Task brief: Output every entry exactly as written, skipping any pictures.

Exercise data:

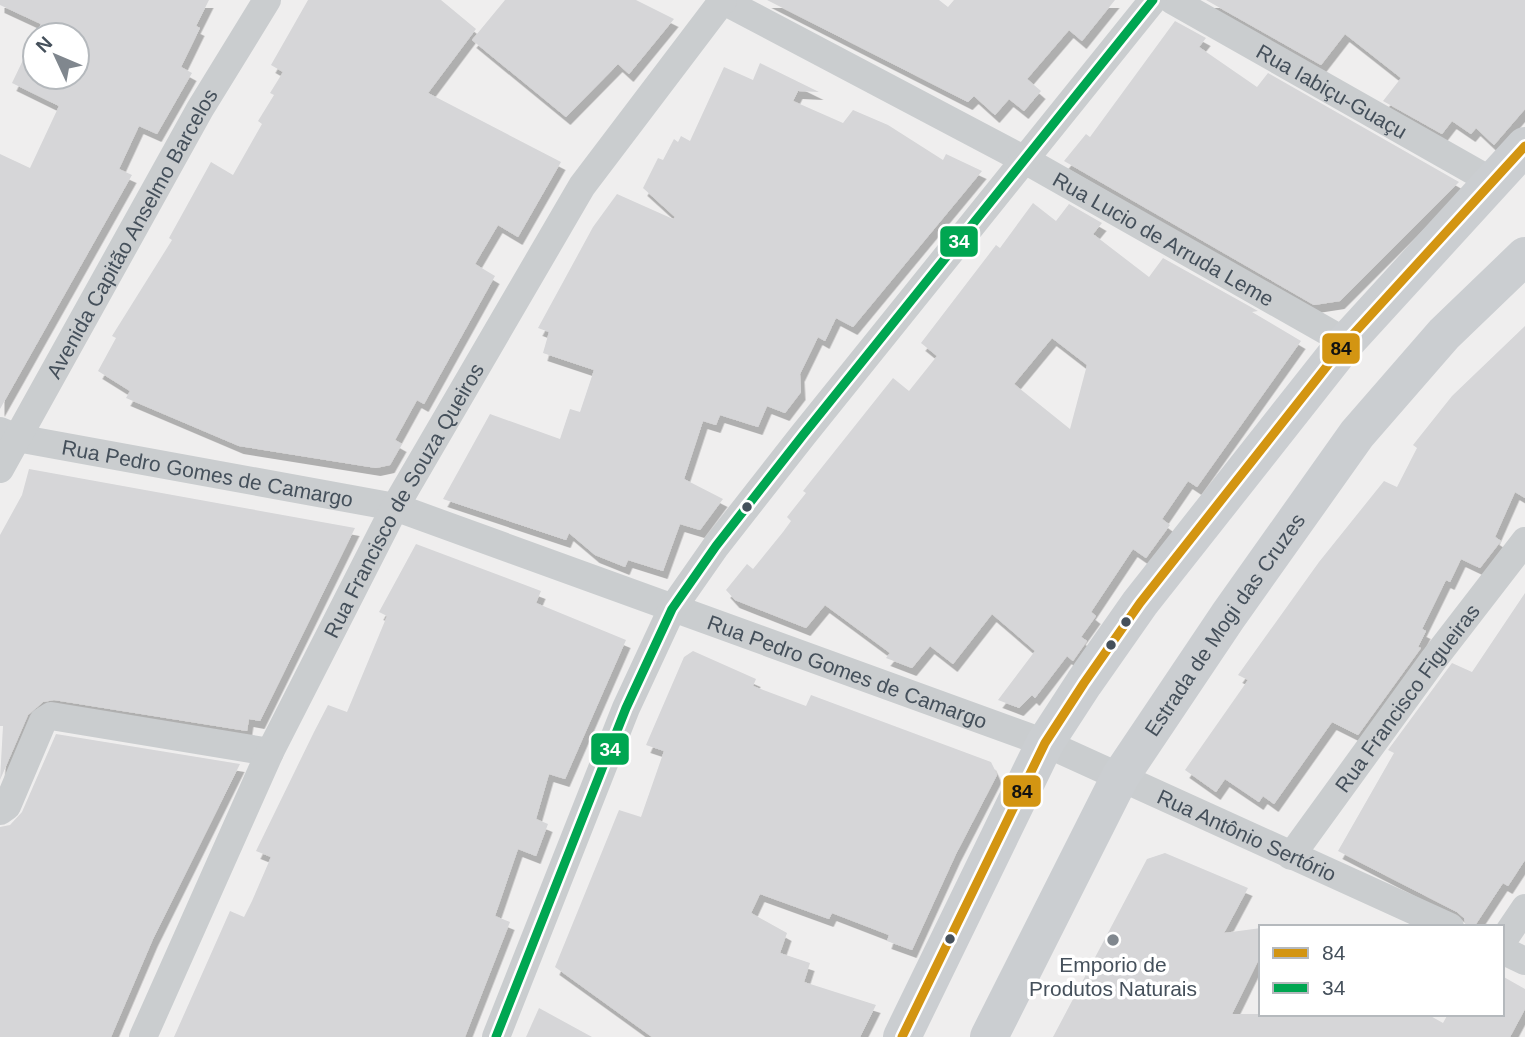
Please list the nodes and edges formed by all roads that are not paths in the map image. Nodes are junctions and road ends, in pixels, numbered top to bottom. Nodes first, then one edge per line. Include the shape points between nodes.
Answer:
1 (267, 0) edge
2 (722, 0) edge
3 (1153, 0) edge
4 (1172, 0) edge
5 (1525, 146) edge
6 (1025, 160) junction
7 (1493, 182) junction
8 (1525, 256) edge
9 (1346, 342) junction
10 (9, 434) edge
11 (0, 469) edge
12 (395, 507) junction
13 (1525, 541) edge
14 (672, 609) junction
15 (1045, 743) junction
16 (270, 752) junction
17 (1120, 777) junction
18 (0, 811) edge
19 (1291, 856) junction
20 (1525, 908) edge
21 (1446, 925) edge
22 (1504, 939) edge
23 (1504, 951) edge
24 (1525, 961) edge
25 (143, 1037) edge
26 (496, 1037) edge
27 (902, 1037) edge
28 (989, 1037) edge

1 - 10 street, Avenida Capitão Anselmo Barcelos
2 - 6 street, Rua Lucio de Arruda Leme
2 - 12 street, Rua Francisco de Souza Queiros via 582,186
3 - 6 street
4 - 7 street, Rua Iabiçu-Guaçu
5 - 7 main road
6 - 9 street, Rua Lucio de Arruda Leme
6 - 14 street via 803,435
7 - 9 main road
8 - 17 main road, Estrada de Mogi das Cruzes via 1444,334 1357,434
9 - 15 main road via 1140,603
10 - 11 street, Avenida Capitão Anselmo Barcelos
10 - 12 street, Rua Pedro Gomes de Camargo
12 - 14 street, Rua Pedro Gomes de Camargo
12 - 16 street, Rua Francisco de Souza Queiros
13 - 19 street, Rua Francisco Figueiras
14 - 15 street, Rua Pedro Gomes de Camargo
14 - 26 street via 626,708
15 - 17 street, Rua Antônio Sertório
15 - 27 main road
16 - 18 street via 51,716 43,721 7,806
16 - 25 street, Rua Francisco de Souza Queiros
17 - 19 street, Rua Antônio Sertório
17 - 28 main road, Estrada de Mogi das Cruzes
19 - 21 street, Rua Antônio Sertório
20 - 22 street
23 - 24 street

Task output:
Please list the nodes and edges formed by all roads that are not paths in the map image. Nodes are junctions and road ends, in pixels, numbered top to bottom. Nodes first, then one edge per line. Include the shape points between nodes.
Answer:
1 (267, 0) edge
2 (722, 0) edge
3 (1153, 0) edge
4 (1172, 0) edge
5 (1525, 146) edge
6 (1025, 160) junction
7 (1493, 182) junction
8 (1525, 256) edge
9 (1346, 342) junction
10 (9, 434) edge
11 (0, 469) edge
12 (395, 507) junction
13 (1525, 541) edge
14 (672, 609) junction
15 (1045, 743) junction
16 (270, 752) junction
17 (1120, 777) junction
18 (0, 811) edge
19 (1291, 856) junction
20 (1525, 908) edge
21 (1446, 925) edge
22 (1504, 939) edge
23 (1504, 951) edge
24 (1525, 961) edge
25 (143, 1037) edge
26 (496, 1037) edge
27 (902, 1037) edge
28 (989, 1037) edge

1 - 10 street, Avenida Capitão Anselmo Barcelos
2 - 6 street, Rua Lucio de Arruda Leme
2 - 12 street, Rua Francisco de Souza Queiros via 582,186
3 - 6 street
4 - 7 street, Rua Iabiçu-Guaçu
5 - 7 main road
6 - 9 street, Rua Lucio de Arruda Leme
6 - 14 street via 803,435
7 - 9 main road
8 - 17 main road, Estrada de Mogi das Cruzes via 1444,334 1357,434
9 - 15 main road via 1140,603
10 - 11 street, Avenida Capitão Anselmo Barcelos
10 - 12 street, Rua Pedro Gomes de Camargo
12 - 14 street, Rua Pedro Gomes de Camargo
12 - 16 street, Rua Francisco de Souza Queiros
13 - 19 street, Rua Francisco Figueiras
14 - 15 street, Rua Pedro Gomes de Camargo
14 - 26 street via 626,708
15 - 17 street, Rua Antônio Sertório
15 - 27 main road
16 - 18 street via 51,716 43,721 7,806
16 - 25 street, Rua Francisco de Souza Queiros
17 - 19 street, Rua Antônio Sertório
17 - 28 main road, Estrada de Mogi das Cruzes
19 - 21 street, Rua Antônio Sertório
20 - 22 street
23 - 24 street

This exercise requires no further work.